Não sei se eu entendi certo, mas, se por acaso a gente resolvesse bater no monstro, ele bateria na gente de volta. Mas, tudo bem, aquele dia eu estava calmo, tinha tomado meus remédios controlados e não iria espancar ninguém.

Tão repentino quanto o aparecimento do mordomo, foi o seu sumiço. Nos vimos sozinhos naquele corredor escuro e cheio de quadros nas paredes. Os passos de Tio Renato, o primeiro da fila, eram curtos, milimétricos, quase não existiam. Tia Lídia reclamou:

- Vai, Renato! Qualquer coisa a gente corre de volta...

Blam! Um forte barulho denunciou o fechamento da porta atrás de nós. Era o fim do plano B de Tia Lídia. Após algumas dezenas de passos de formiga de Tio Renato, ainda no corredor, começamos a ouvir uma voz masculina como se estivesse resmungando.
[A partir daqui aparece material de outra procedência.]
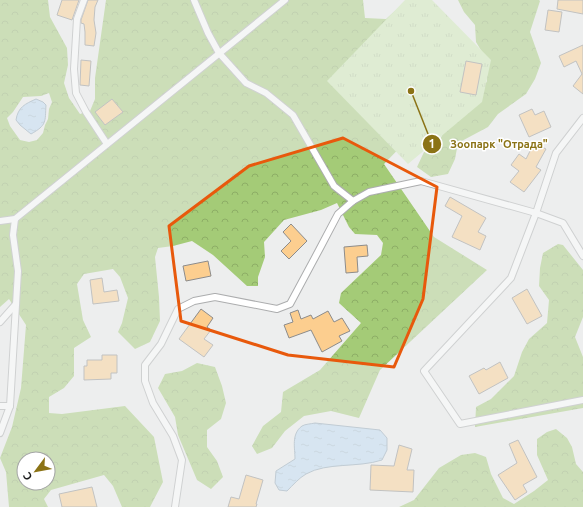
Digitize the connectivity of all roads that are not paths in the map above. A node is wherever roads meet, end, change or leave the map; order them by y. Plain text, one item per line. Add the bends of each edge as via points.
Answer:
1 (84, 0) edge
2 (194, 0) edge
3 (285, 0) edge
4 (219, 53) junction
5 (583, 118) edge
6 (107, 144) junction
7 (353, 201) junction
8 (536, 214) junction
9 (14, 219) junction
10 (0, 221) edge
11 (583, 256) edge
12 (16, 304) junction
13 (0, 322) edge
14 (583, 400) edge
15 (0, 406) edge
16 (10, 406) junction
17 (0, 433) edge
18 (175, 507) edge

1 - 6 lane via 77,19 74,70 76,93
2 - 4 lane
3 - 4 lane
4 - 6 lane
4 - 7 lane via 246,83 266,93 293,115 334,186
5 - 8 lane via 556,153
6 - 9 lane
7 - 8 lane via 369,192 421,180
7 - 18 lane via 338,214 290,304 277,309 215,297 194,301 178,309 161,344 145,365 145,380 152,403 173,436 182,460
8 - 11 lane via 562,223
8 - 14 lane via 511,278 424,371 460,424
9 - 10 lane
9 - 12 lane via 13,235 18,271
12 - 13 lane
12 - 16 lane
15 - 16 lane
16 - 17 lane

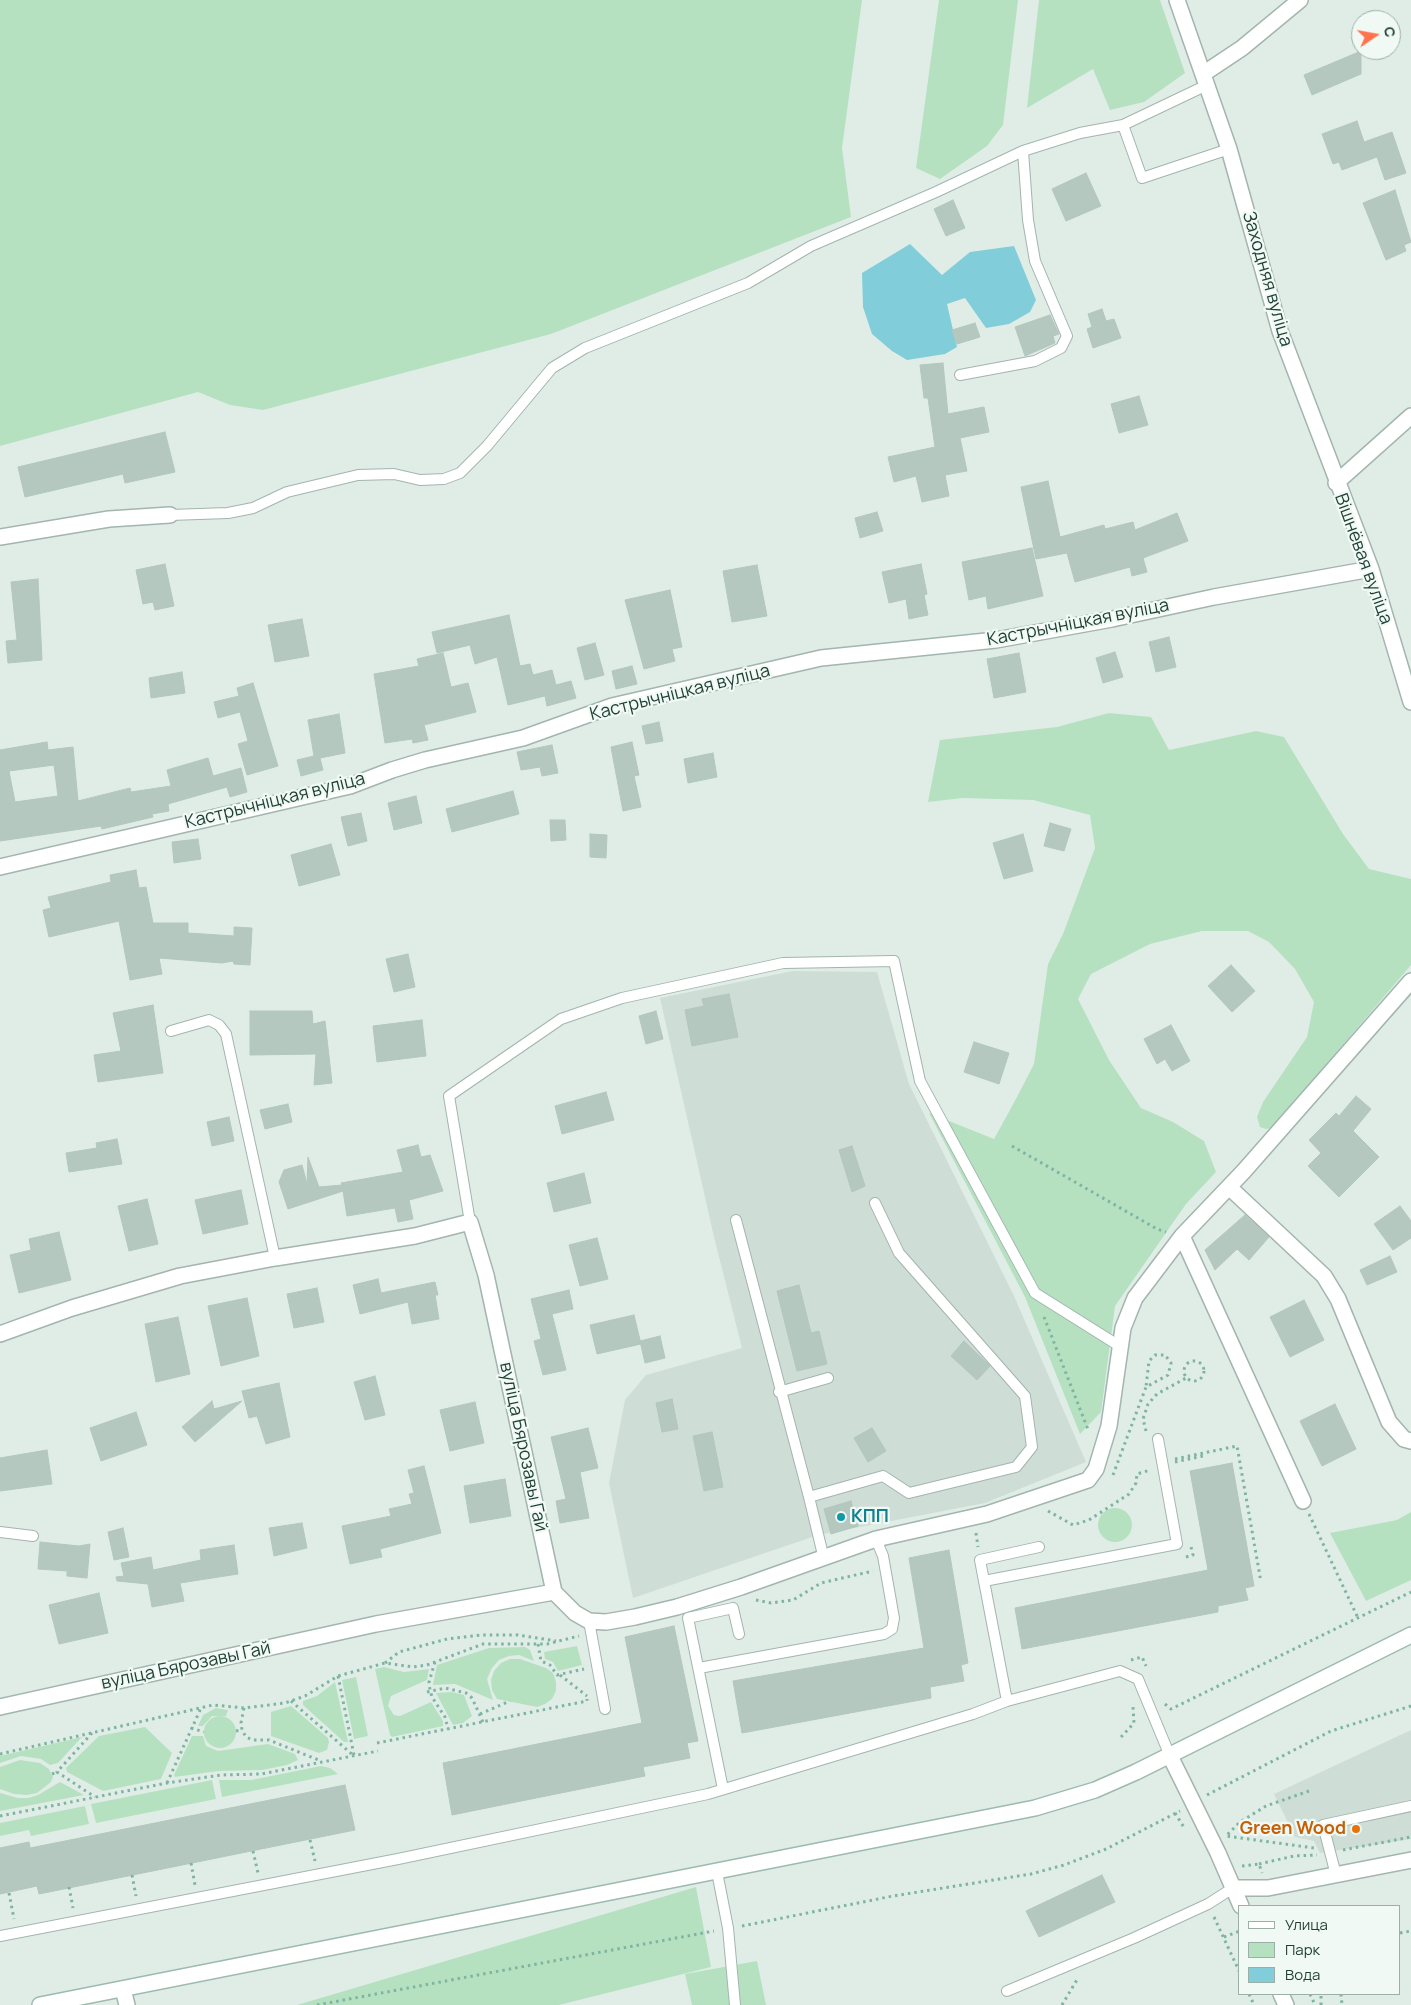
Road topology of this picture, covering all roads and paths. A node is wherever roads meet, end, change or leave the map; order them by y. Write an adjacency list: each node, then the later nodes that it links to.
1 (1178, 0): 3 (street, Заходняя вуліца)
2 (1300, 0): 3 (street)
3 (1205, 80): 4 (lane); 5 (street, Заходняя вуліца)
4 (1123, 125): 5 (lane); 6 (lane)
5 (1229, 149): 9 (street, Заходняя вуліца)
6 (1023, 151): 7 (lane); 10 (lane)
7 (960, 375)
8 (1411, 416): 9 (street, Вішнёвая вуліца)
9 (1336, 483): 12 (street, Вішнёвая вуліца)
10 (170, 515): 11 (street)
11 (0, 537)
12 (1371, 569): 13 (street, Вішнёвая вуліца); 14 (street, Кастрычніцкая вуліца)
13 (1411, 702)
14 (0, 867)
15 (1411, 981): 18 (street)
16 (171, 1030): 23 (lane)
17 (1012, 1146): 22 (path)
18 (1229, 1187): 22 (street); 31 (street)
19 (875, 1203): 36 (lane)
20 (736, 1220): 29 (lane)
21 (470, 1222): 23 (street); 24 (lane); 47 (street, вуліца Бярозавы Гай)
22 (1182, 1236): 26 (street); 37 (street)
23 (275, 1258): 25 (street)
24 (1035, 1293): 26 (lane); 33 (path)
25 (0, 1334)
26 (1121, 1347): 33 (street)
27 (828, 1378): 29 (lane)
28 (1186, 1378): 28 (path)
29 (780, 1392): 36 (lane)
30 (1158, 1439): 34 (lane)
31 (1411, 1441)
32 (1203, 1456): 35 (path)
33 (1099, 1459): 40 (street)
34 (1162, 1461): 45 (lane); 46 (path)
35 (1177, 1471)
36 (810, 1498): 44 (lane)
37 (1303, 1501): 49 (path)
38 (0, 1532): 39 (lane)
39 (33, 1536)
40 (876, 1539): 44 (street); 61 (lane)
41 (1191, 1546): 43 (path)
42 (1039, 1547): 45 (lane)
43 (1183, 1557)
44 (824, 1559): 50 (street)
45 (984, 1581): 72 (lane)
46 (1261, 1582)
47 (554, 1592): 50 (street); 75 (street, вуліца Бярозавы Гай)
48 (1411, 1592): 49 (path)
49 (1358, 1618): 70 (path)
50 (589, 1621): 78 (lane)
51 (739, 1634): 61 (lane)
52 (1411, 1635): 91 (street)
53 (576, 1637): 56 (path)
54 (559, 1641): 60 (path)
55 (538, 1644): 64 (path)
56 (578, 1645)
57 (583, 1661): 62 (path)
58 (435, 1662): 68 (path)
59 (1124, 1662): 63 (path)
60 (385, 1663)
61 (699, 1668): 96 (lane)
62 (585, 1669): 64 (path); 66 (path)
63 (1149, 1672)
64 (560, 1674): 69 (path)
65 (338, 1676): 90 (path)
66 (586, 1676)
67 (587, 1690): 69 (path)
68 (429, 1691): 79 (path); 82 (path)
69 (587, 1696): 80 (path)
70 (1146, 1698): 72 (lane); 87 (path); 91 (lane)
71 (291, 1701): 90 (path)
72 (1007, 1701): 96 (lane)
73 (510, 1702): 79 (path)
74 (1411, 1706): 98 (path)
75 (0, 1707)
76 (201, 1707): 81 (path)
77 (244, 1708): 83 (path)
78 (605, 1709)
79 (480, 1714): 80 (path)
80 (483, 1722): 82 (path)
81 (191, 1728): 85 (path); 95 (path)
82 (448, 1729): 88 (path)
83 (242, 1730): 84 (path); 92 (path)
84 (236, 1731)
85 (204, 1732)
86 (92, 1733): 93 (path)
87 (1121, 1736)
88 (377, 1743)
89 (378, 1750): 90 (path)
90 (354, 1756): 92 (path)
91 (1170, 1756): 101 (street); 114 (street)
92 (322, 1762): 95 (path)
93 (57, 1772): 94 (path); 99 (path)
94 (52, 1774)
95 (167, 1783): 99 (path)
96 (723, 1789): 129 (lane)
97 (1309, 1791): 105 (path)
98 (1208, 1795): 100 (path); 101 (path)
99 (95, 1798): 103 (path)
100 (1211, 1803)
101 (1194, 1804): 120 (street); 127 (path)
102 (1411, 1806): 117 (lane)
103 (0, 1816)
104 (1223, 1828): 105 (path)
105 (1226, 1836): 107 (path); 108 (path)
106 (310, 1840): 112 (path)
107 (1230, 1844)
108 (1320, 1849)
109 (253, 1851): 115 (path)
110 (1411, 1860): 117 (street)
111 (191, 1863): 118 (path)
112 (315, 1864)
113 (1239, 1866): 121 (path)
114 (717, 1872): 127 (lane); 132 (street)
115 (258, 1874)
116 (132, 1875): 123 (path)
117 (1336, 1875): 121 (street)
118 (195, 1885)
119 (69, 1887): 125 (path)
120 (1233, 1888): 121 (street); 124 (street); 133 (lane)
121 (1268, 1888)
122 (9, 1892): 126 (path)
123 (136, 1896)
124 (1241, 1905)
125 (73, 1908)
126 (14, 1919)
127 (728, 1928): 136 (path); 137 (lane)
128 (1238, 1932): 130 (path)
129 (0, 1936)
130 (1224, 1937)
131 (1078, 1977): 138 (path)
132 (123, 1989): 134 (street); 135 (street)
133 (1007, 1990)
134 (40, 2005)
135 (127, 2005)
136 (316, 2005)
137 (735, 2005)
138 (1062, 2005)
Ouvíamos também um som de líquido sendo remexido. Pensei logo no pior: tem alguém sendo estripado. Ao chegarmos na sala, não é que eu estava certo? No meio do que parecia ser uma sala de televisão, havia uma maca com um corpo aberto e um louco vestido de cirurgião cheio de tripas nas mãos. Ao ver-nos, ficou irado, começou a gritar conosco e então meteu a mão no tórax do pobre-coitado, arrancou o coração e jogou com força em nossa direção. O órgão bateu na grade que nos separava daquela cena e um líquido espirrou na gente. Só fomos perceber que era água ao invés de sangue quando já estávamos de volta ao corredor, desta vez, a passos muito mais rápidos do que os de Tio Renato.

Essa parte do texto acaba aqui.